## The task
Locate each line in the records containing "roads". Copy it.

## Supplied material
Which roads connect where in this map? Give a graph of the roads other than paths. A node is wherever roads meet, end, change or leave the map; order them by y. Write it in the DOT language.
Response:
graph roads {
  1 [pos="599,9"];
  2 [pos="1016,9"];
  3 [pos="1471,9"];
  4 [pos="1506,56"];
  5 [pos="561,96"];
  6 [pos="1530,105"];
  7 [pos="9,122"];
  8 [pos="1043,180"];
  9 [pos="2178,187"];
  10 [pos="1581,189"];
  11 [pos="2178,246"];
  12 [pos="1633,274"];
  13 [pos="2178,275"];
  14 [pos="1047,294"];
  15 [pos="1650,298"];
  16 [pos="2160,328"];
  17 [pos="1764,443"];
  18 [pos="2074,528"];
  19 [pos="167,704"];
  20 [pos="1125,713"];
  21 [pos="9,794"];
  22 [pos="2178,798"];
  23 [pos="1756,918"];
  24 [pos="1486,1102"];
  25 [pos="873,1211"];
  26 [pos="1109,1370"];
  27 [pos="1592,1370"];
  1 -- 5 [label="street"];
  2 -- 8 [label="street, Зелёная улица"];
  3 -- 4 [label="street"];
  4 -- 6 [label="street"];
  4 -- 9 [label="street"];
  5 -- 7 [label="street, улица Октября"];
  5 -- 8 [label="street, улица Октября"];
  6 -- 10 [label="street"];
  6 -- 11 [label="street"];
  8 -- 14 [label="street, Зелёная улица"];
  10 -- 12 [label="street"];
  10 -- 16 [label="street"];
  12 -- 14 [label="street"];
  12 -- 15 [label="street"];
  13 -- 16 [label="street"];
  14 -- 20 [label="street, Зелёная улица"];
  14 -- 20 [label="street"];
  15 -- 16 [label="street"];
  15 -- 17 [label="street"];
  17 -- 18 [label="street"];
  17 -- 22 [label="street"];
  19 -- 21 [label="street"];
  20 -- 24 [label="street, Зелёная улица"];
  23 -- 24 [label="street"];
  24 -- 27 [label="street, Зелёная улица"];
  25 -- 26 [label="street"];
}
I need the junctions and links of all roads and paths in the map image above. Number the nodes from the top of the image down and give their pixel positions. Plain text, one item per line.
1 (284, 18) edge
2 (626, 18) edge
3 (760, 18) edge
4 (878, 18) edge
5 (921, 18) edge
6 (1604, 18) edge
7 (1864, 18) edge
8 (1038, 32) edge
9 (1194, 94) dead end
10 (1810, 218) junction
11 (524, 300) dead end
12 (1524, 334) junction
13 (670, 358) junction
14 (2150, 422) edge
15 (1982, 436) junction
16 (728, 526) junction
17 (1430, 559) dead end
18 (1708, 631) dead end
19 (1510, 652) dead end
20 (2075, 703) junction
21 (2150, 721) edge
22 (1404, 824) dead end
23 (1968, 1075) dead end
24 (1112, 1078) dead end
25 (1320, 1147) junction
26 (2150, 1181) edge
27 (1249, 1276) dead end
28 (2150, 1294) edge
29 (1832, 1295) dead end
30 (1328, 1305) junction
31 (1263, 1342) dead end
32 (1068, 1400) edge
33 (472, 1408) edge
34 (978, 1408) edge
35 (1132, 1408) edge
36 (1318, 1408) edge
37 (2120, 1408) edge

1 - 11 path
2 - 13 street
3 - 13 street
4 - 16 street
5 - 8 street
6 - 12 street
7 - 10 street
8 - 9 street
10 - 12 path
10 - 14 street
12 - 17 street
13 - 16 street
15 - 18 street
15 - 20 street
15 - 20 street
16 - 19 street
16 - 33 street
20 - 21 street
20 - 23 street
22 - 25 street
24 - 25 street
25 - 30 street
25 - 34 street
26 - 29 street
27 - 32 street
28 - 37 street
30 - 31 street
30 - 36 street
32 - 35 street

## Expected output
Which roads connect where in this map? Give a graph of the roads other than paths. A node is wherever roads meet, end, change or leave the map; order them by y. Write it in the DOT language.
graph roads {
I need the junctions and links of all roads and paths in the map image above. Number the nodes from the top of the image down and give their pixel positions. Plain text, one item per line.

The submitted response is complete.